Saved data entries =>
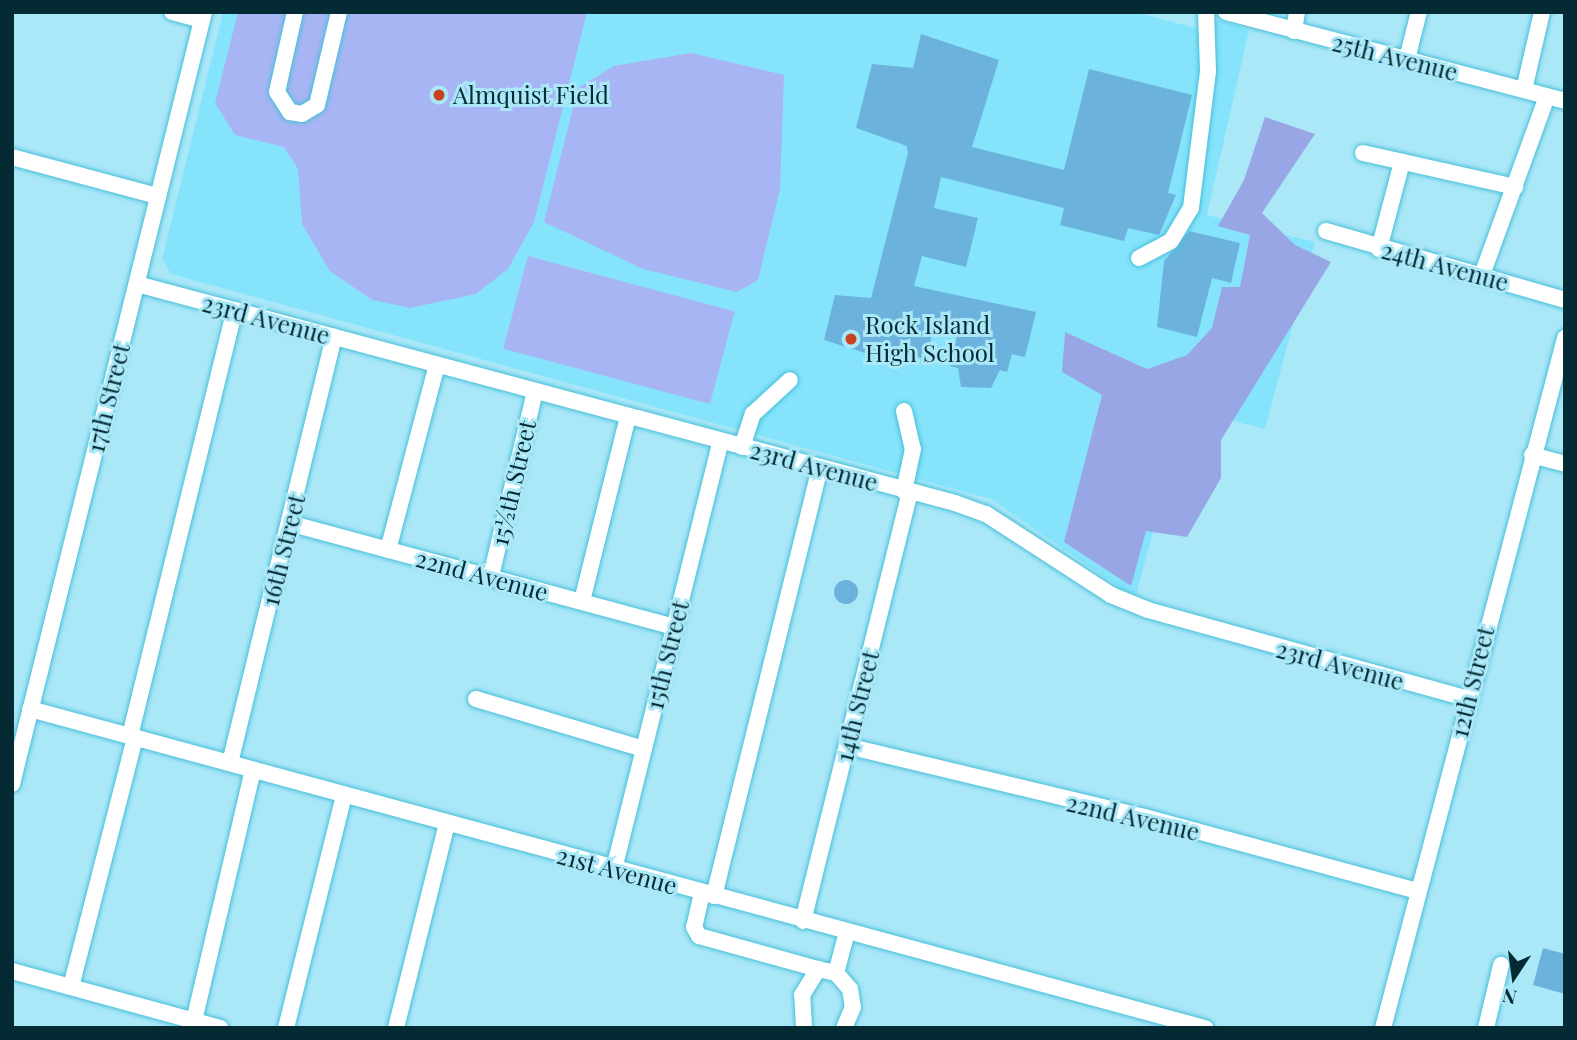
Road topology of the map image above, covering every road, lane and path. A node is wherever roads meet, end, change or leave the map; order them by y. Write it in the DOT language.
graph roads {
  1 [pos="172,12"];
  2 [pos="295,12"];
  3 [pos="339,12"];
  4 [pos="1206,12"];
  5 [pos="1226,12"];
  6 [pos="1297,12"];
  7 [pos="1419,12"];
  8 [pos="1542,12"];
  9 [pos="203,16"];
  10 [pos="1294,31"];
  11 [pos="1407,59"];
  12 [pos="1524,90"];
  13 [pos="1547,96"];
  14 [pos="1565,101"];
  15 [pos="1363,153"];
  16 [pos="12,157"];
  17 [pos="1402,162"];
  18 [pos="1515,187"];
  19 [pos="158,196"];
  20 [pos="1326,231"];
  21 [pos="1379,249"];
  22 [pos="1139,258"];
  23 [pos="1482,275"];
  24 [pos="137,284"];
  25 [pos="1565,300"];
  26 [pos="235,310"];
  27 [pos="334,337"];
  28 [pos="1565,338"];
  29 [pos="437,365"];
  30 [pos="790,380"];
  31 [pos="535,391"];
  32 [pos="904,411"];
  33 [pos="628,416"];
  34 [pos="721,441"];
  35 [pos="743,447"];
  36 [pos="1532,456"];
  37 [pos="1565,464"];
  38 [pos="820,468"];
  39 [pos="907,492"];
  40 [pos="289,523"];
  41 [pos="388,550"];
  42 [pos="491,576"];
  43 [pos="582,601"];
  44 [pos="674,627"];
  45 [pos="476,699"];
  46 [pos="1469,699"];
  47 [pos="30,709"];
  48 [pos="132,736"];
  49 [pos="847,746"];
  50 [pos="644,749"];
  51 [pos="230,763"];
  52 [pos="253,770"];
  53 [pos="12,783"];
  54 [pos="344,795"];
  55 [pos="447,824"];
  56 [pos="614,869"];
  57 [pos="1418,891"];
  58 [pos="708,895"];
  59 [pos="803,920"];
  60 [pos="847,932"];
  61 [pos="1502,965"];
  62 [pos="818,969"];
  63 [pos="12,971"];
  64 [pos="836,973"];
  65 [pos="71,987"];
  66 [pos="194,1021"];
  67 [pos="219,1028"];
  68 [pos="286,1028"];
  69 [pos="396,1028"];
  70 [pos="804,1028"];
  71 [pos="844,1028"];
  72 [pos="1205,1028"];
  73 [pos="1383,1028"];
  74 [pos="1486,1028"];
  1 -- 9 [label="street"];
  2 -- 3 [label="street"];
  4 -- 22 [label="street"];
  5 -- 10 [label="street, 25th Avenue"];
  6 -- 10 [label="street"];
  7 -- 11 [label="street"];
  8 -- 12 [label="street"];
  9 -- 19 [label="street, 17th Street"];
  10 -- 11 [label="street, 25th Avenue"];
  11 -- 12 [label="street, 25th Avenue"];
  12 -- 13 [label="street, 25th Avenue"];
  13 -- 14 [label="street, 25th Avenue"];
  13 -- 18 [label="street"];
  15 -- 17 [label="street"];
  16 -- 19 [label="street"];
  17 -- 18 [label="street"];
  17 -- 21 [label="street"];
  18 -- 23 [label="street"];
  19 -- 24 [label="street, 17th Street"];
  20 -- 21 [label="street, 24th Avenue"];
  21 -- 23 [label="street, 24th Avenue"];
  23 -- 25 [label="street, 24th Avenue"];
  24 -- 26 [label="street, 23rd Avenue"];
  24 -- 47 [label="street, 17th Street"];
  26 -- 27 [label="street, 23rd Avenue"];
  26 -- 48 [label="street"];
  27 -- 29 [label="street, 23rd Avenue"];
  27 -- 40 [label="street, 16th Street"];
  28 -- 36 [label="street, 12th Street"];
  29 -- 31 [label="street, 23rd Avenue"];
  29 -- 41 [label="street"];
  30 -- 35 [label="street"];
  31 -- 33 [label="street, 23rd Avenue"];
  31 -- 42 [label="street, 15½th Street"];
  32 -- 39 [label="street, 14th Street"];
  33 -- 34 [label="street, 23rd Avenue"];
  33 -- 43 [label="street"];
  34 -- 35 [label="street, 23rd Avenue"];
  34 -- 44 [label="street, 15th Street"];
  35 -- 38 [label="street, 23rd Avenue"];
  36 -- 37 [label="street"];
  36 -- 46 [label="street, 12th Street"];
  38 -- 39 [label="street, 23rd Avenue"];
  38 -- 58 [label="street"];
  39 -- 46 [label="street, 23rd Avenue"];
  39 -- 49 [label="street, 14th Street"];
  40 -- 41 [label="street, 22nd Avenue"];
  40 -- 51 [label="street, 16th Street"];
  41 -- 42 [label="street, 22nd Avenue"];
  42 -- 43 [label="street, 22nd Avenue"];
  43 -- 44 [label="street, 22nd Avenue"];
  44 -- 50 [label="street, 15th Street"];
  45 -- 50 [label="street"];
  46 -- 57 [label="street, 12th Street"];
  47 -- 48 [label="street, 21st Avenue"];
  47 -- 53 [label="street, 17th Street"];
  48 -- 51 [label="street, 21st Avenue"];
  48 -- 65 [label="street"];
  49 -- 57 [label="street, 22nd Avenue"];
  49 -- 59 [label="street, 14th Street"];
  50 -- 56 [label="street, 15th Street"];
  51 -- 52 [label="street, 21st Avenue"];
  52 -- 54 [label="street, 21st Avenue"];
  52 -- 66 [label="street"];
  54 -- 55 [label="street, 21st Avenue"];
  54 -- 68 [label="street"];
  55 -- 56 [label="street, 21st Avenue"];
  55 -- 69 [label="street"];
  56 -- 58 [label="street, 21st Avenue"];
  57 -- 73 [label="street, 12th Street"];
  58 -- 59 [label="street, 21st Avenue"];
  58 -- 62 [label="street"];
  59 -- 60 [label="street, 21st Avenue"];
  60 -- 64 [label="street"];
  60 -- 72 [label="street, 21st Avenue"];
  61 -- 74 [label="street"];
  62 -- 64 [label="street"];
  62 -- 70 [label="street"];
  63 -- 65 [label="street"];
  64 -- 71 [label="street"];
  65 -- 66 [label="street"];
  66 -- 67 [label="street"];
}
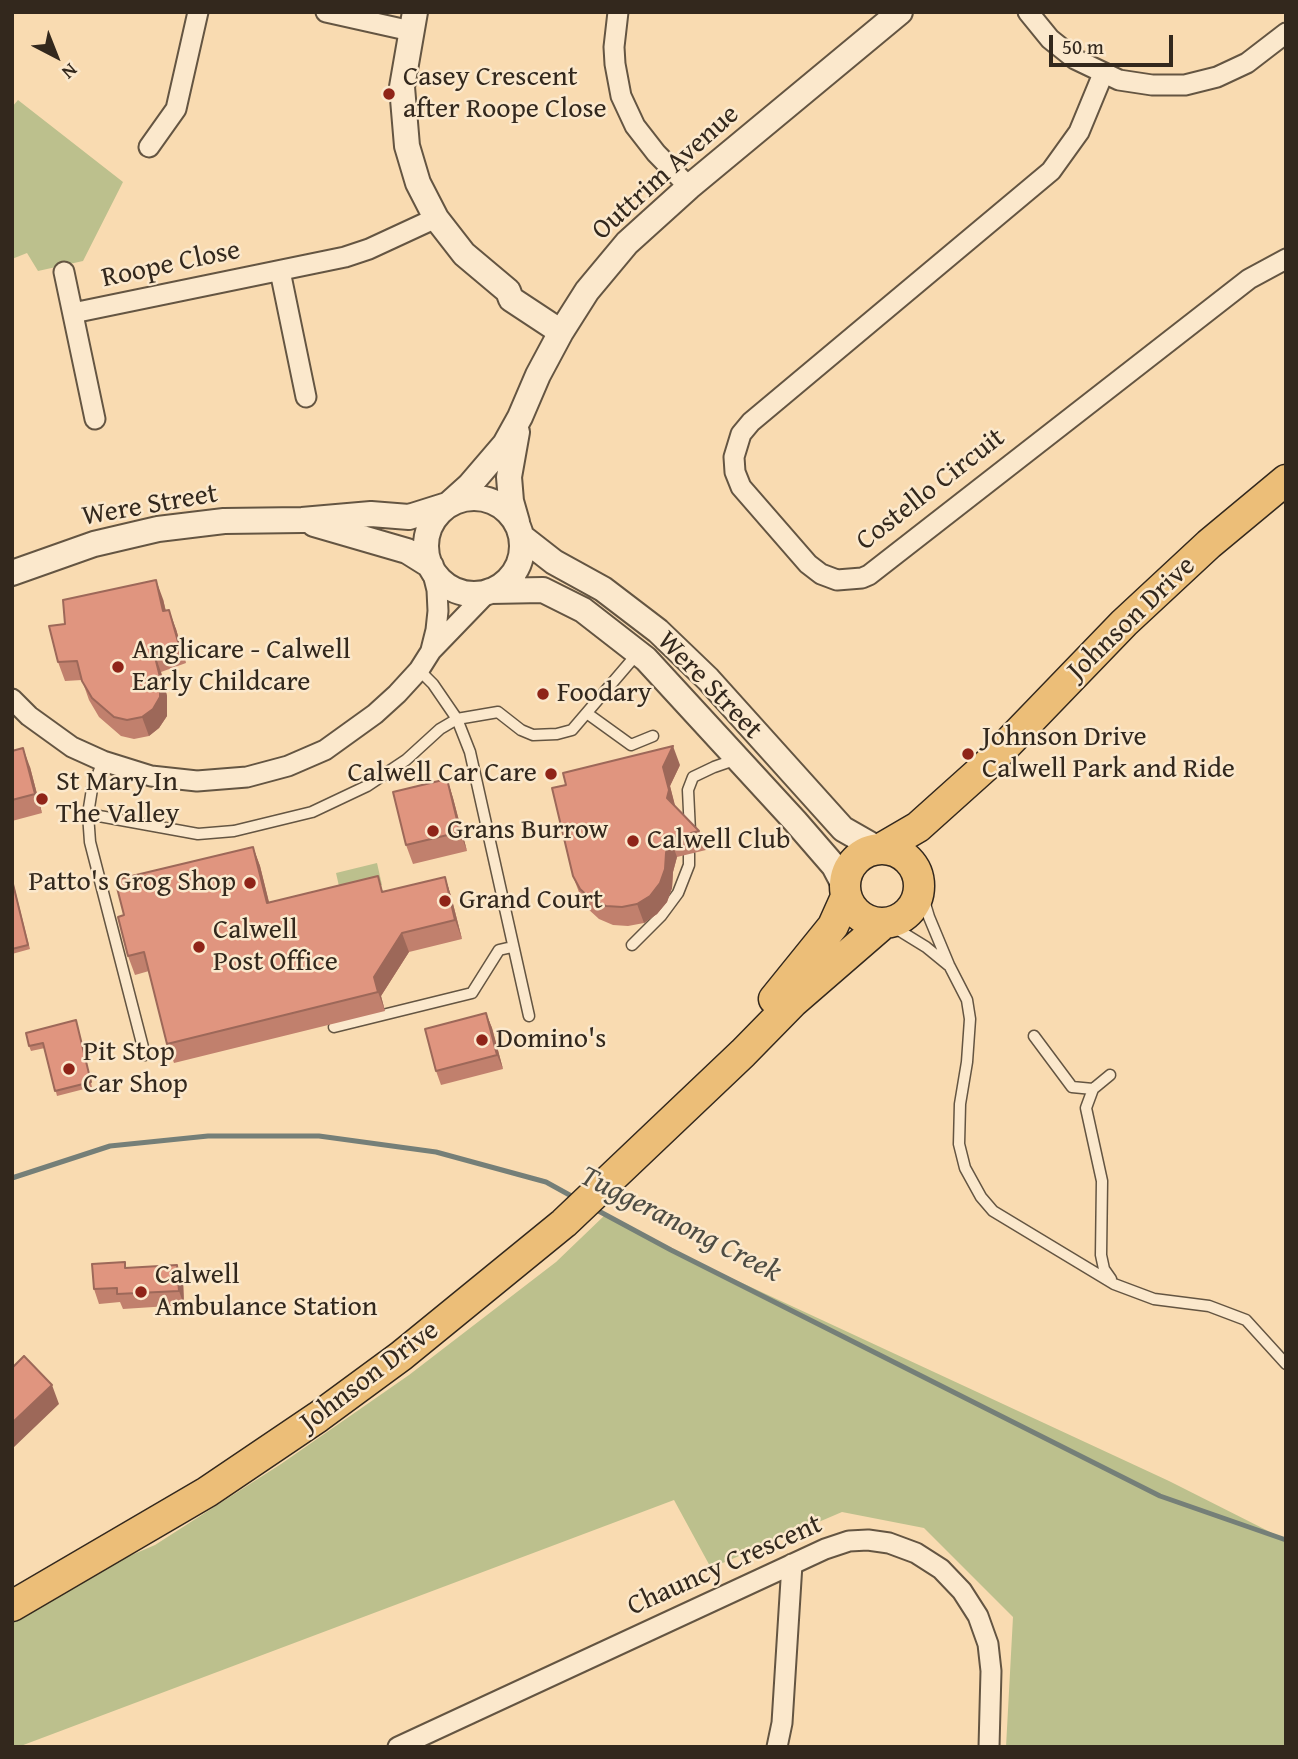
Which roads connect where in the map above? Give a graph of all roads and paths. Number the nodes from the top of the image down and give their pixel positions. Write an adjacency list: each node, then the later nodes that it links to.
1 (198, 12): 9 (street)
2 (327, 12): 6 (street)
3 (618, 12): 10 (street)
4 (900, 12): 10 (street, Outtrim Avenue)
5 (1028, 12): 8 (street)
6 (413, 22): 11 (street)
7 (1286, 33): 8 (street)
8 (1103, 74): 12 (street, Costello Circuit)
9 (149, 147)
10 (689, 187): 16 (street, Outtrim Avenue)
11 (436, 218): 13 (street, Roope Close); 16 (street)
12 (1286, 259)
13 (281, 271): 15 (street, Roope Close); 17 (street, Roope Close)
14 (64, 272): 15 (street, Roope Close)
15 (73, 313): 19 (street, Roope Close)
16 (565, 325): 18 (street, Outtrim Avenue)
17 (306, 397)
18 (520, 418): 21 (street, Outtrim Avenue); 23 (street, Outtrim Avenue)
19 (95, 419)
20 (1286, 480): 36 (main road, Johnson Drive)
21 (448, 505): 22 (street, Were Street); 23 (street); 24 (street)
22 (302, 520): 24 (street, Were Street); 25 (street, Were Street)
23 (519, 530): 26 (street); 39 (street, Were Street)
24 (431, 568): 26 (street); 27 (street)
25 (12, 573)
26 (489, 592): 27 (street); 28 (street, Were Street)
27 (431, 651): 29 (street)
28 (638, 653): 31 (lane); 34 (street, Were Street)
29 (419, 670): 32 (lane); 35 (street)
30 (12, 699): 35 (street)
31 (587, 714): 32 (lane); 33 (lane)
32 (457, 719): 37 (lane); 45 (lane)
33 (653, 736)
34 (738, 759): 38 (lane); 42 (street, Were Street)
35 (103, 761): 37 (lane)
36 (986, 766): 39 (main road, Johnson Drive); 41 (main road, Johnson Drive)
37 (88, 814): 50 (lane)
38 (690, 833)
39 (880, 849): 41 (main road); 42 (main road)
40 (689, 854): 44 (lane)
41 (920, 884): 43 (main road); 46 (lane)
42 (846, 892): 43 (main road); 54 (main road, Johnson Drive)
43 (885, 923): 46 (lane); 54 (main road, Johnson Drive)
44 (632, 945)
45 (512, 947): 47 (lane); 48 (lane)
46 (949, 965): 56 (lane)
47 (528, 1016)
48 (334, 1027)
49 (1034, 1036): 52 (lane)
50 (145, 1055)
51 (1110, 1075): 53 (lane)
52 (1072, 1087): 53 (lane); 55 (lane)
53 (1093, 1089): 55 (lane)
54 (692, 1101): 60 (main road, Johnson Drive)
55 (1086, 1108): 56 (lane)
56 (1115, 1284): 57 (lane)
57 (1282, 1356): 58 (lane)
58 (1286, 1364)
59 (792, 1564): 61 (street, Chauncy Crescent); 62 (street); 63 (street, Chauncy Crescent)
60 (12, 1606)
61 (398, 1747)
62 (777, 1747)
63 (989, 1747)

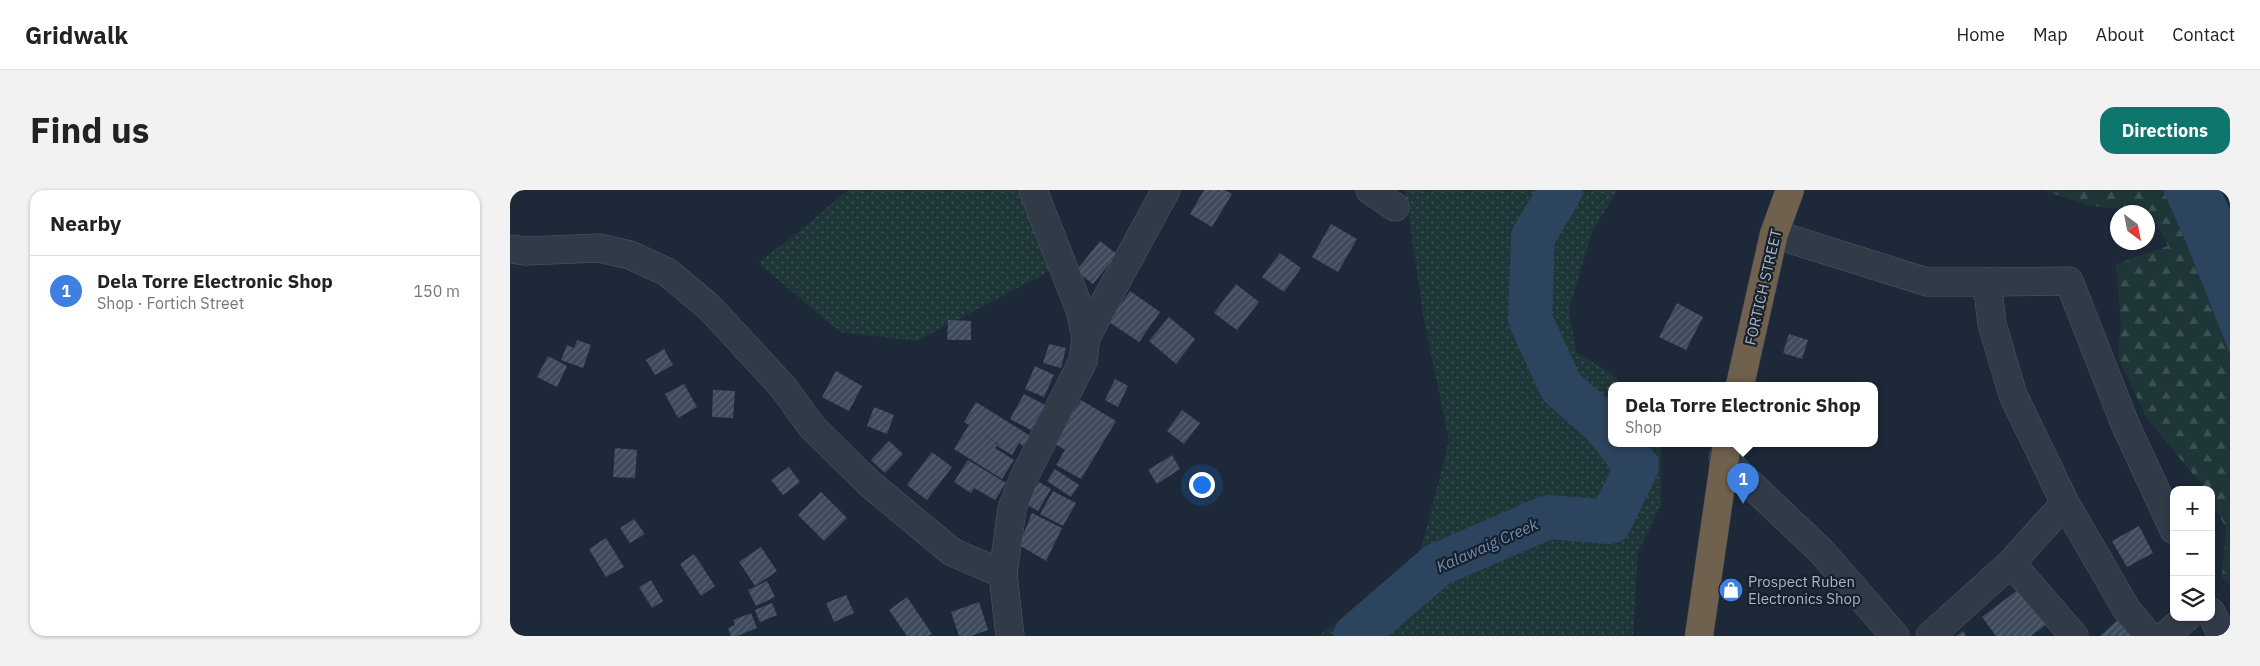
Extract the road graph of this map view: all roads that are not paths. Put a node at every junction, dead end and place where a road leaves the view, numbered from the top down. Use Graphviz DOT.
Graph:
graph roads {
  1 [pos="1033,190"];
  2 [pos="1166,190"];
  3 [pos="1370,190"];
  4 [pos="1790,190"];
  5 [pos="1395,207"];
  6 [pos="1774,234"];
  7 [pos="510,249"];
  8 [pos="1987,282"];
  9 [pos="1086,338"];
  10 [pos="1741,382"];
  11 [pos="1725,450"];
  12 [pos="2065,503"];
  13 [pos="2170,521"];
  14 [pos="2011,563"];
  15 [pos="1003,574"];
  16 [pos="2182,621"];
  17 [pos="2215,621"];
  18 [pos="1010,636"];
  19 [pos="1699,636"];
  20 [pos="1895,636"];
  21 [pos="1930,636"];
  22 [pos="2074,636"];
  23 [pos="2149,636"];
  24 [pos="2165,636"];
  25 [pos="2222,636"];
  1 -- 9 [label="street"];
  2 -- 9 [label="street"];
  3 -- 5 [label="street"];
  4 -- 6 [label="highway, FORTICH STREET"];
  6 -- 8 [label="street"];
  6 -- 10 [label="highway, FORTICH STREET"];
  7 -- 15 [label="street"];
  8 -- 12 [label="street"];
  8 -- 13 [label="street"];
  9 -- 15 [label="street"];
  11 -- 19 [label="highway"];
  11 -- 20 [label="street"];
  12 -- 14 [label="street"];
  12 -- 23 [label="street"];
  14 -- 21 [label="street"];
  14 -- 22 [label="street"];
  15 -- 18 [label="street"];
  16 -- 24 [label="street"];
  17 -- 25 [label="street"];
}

What needs to be done => Only lines with the word "highway" are wanted. Find and copy them from the records above.

Completed task =>
  4 -- 6 [label="highway, FORTICH STREET"];
  6 -- 10 [label="highway, FORTICH STREET"];
  11 -- 19 [label="highway"];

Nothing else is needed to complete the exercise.